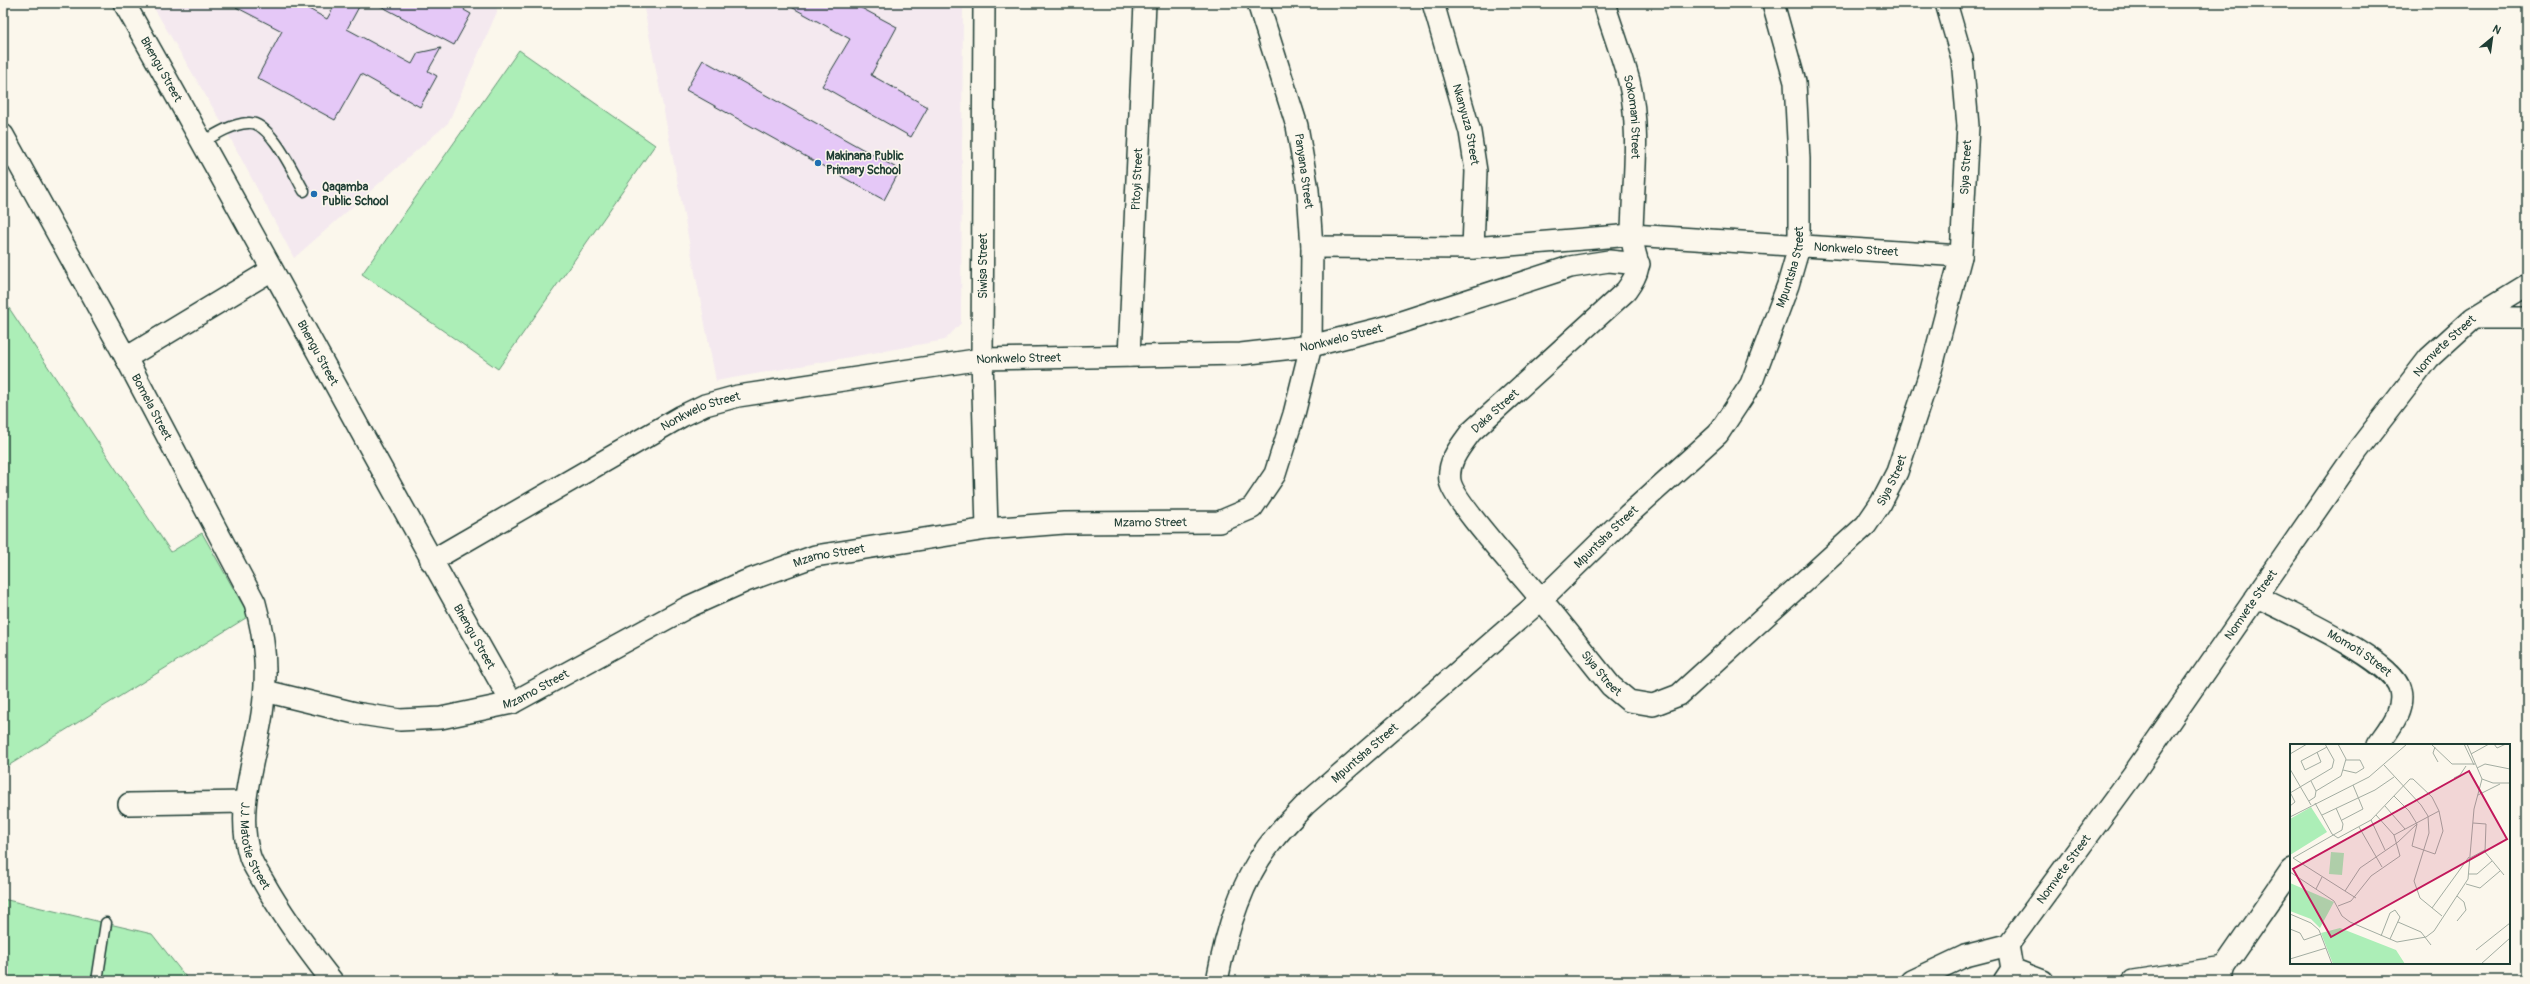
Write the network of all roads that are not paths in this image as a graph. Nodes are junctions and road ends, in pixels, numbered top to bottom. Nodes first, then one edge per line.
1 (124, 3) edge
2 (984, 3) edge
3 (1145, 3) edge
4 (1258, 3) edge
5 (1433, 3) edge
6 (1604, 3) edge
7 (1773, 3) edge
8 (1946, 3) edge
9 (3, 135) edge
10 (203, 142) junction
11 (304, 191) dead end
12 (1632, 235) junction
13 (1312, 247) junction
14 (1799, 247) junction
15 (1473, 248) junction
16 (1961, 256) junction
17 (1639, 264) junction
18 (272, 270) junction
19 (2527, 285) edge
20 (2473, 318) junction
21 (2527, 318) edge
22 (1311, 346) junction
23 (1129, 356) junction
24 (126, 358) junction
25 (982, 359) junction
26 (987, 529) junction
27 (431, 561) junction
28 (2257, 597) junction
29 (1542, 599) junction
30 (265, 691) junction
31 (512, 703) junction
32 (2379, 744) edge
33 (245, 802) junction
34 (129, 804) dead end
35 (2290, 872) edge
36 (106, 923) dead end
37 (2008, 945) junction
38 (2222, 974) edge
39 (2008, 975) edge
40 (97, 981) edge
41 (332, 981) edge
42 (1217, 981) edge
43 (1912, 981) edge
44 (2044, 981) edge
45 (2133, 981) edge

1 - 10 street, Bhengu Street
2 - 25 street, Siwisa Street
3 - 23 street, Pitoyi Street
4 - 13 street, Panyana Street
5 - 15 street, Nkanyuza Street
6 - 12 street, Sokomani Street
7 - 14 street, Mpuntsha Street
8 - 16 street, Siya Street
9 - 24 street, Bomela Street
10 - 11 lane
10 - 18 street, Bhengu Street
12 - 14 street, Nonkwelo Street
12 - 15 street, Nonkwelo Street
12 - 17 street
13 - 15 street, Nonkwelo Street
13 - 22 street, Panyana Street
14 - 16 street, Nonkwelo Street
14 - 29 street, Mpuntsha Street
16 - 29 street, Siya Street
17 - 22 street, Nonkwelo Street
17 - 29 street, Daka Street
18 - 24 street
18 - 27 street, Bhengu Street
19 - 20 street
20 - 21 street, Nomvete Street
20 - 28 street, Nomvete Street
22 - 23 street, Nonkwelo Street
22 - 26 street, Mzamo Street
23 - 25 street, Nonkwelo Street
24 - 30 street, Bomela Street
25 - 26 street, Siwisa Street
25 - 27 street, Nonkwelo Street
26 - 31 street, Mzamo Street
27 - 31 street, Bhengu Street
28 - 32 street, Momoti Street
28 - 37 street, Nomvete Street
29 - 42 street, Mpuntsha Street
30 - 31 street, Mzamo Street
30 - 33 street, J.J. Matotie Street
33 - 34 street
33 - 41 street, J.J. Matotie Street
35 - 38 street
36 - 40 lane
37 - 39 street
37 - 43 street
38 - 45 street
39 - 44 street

[Problem details]
Reproduce the entries above without change, omitting all pictures.

[Response box]
Write the network of all roads that are not paths in this image as a graph. Nodes are junctions and road ends, in pixels, numbered top to bottom. Nodes first, then one edge per line.
1 (124, 3) edge
2 (984, 3) edge
3 (1145, 3) edge
4 (1258, 3) edge
5 (1433, 3) edge
6 (1604, 3) edge
7 (1773, 3) edge
8 (1946, 3) edge
9 (3, 135) edge
10 (203, 142) junction
11 (304, 191) dead end
12 (1632, 235) junction
13 (1312, 247) junction
14 (1799, 247) junction
15 (1473, 248) junction
16 (1961, 256) junction
17 (1639, 264) junction
18 (272, 270) junction
19 (2527, 285) edge
20 (2473, 318) junction
21 (2527, 318) edge
22 (1311, 346) junction
23 (1129, 356) junction
24 (126, 358) junction
25 (982, 359) junction
26 (987, 529) junction
27 (431, 561) junction
28 (2257, 597) junction
29 (1542, 599) junction
30 (265, 691) junction
31 (512, 703) junction
32 (2379, 744) edge
33 (245, 802) junction
34 (129, 804) dead end
35 (2290, 872) edge
36 (106, 923) dead end
37 (2008, 945) junction
38 (2222, 974) edge
39 (2008, 975) edge
40 (97, 981) edge
41 (332, 981) edge
42 (1217, 981) edge
43 (1912, 981) edge
44 (2044, 981) edge
45 (2133, 981) edge

1 - 10 street, Bhengu Street
2 - 25 street, Siwisa Street
3 - 23 street, Pitoyi Street
4 - 13 street, Panyana Street
5 - 15 street, Nkanyuza Street
6 - 12 street, Sokomani Street
7 - 14 street, Mpuntsha Street
8 - 16 street, Siya Street
9 - 24 street, Bomela Street
10 - 11 lane
10 - 18 street, Bhengu Street
12 - 14 street, Nonkwelo Street
12 - 15 street, Nonkwelo Street
12 - 17 street
13 - 15 street, Nonkwelo Street
13 - 22 street, Panyana Street
14 - 16 street, Nonkwelo Street
14 - 29 street, Mpuntsha Street
16 - 29 street, Siya Street
17 - 22 street, Nonkwelo Street
17 - 29 street, Daka Street
18 - 24 street
18 - 27 street, Bhengu Street
19 - 20 street
20 - 21 street, Nomvete Street
20 - 28 street, Nomvete Street
22 - 23 street, Nonkwelo Street
22 - 26 street, Mzamo Street
23 - 25 street, Nonkwelo Street
24 - 30 street, Bomela Street
25 - 26 street, Siwisa Street
25 - 27 street, Nonkwelo Street
26 - 31 street, Mzamo Street
27 - 31 street, Bhengu Street
28 - 32 street, Momoti Street
28 - 37 street, Nomvete Street
29 - 42 street, Mpuntsha Street
30 - 31 street, Mzamo Street
30 - 33 street, J.J. Matotie Street
33 - 34 street
33 - 41 street, J.J. Matotie Street
35 - 38 street
36 - 40 lane
37 - 39 street
37 - 43 street
38 - 45 street
39 - 44 street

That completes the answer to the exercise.